Start of INFORMATION SHOWN
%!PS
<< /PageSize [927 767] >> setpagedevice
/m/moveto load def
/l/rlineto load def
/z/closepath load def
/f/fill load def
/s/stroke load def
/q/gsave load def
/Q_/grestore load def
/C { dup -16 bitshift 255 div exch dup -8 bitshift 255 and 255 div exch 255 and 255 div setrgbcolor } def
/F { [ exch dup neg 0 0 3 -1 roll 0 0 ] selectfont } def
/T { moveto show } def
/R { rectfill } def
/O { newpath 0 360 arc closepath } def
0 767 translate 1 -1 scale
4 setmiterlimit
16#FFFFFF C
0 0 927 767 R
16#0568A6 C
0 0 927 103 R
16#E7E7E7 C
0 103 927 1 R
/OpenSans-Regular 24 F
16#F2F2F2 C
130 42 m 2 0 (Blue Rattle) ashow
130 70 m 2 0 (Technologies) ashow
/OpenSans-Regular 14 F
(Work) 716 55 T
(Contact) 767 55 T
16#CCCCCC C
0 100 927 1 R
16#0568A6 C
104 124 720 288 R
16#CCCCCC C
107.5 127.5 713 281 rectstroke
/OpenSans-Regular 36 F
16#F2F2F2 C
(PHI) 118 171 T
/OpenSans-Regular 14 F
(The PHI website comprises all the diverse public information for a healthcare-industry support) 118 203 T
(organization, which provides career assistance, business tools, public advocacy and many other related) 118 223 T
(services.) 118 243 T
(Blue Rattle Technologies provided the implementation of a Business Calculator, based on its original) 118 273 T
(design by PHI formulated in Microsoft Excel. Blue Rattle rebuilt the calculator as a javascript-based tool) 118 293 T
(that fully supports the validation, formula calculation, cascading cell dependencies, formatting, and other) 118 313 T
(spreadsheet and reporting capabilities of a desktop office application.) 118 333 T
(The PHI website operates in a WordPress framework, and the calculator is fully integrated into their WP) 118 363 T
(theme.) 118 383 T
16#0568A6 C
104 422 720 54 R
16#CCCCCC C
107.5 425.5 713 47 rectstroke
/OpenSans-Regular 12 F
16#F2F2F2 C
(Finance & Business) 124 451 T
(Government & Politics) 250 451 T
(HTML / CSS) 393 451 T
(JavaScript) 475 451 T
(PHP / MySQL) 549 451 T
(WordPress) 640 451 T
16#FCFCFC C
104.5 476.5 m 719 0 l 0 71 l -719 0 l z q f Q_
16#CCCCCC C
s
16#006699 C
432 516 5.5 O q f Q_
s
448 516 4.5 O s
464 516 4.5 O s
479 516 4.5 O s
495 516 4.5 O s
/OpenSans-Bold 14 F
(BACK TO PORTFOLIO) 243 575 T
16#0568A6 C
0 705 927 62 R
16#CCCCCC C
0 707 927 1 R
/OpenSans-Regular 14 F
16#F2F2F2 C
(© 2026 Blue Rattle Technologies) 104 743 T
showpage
End of INFORMATION SHOWN
BRIEF
Repeat the entries above verbatim, but only from the line that has "<< /PageSize [927 767] >> setpagedevice" down to the line that has "4 setmiterlimit", inclusive.

TASK ANSWER
<< /PageSize [927 767] >> setpagedevice
/m/moveto load def
/l/rlineto load def
/z/closepath load def
/f/fill load def
/s/stroke load def
/q/gsave load def
/Q_/grestore load def
/C { dup -16 bitshift 255 div exch dup -8 bitshift 255 and 255 div exch 255 and 255 div setrgbcolor } def
/F { [ exch dup neg 0 0 3 -1 roll 0 0 ] selectfont } def
/T { moveto show } def
/R { rectfill } def
/O { newpath 0 360 arc closepath } def
0 767 translate 1 -1 scale
4 setmiterlimit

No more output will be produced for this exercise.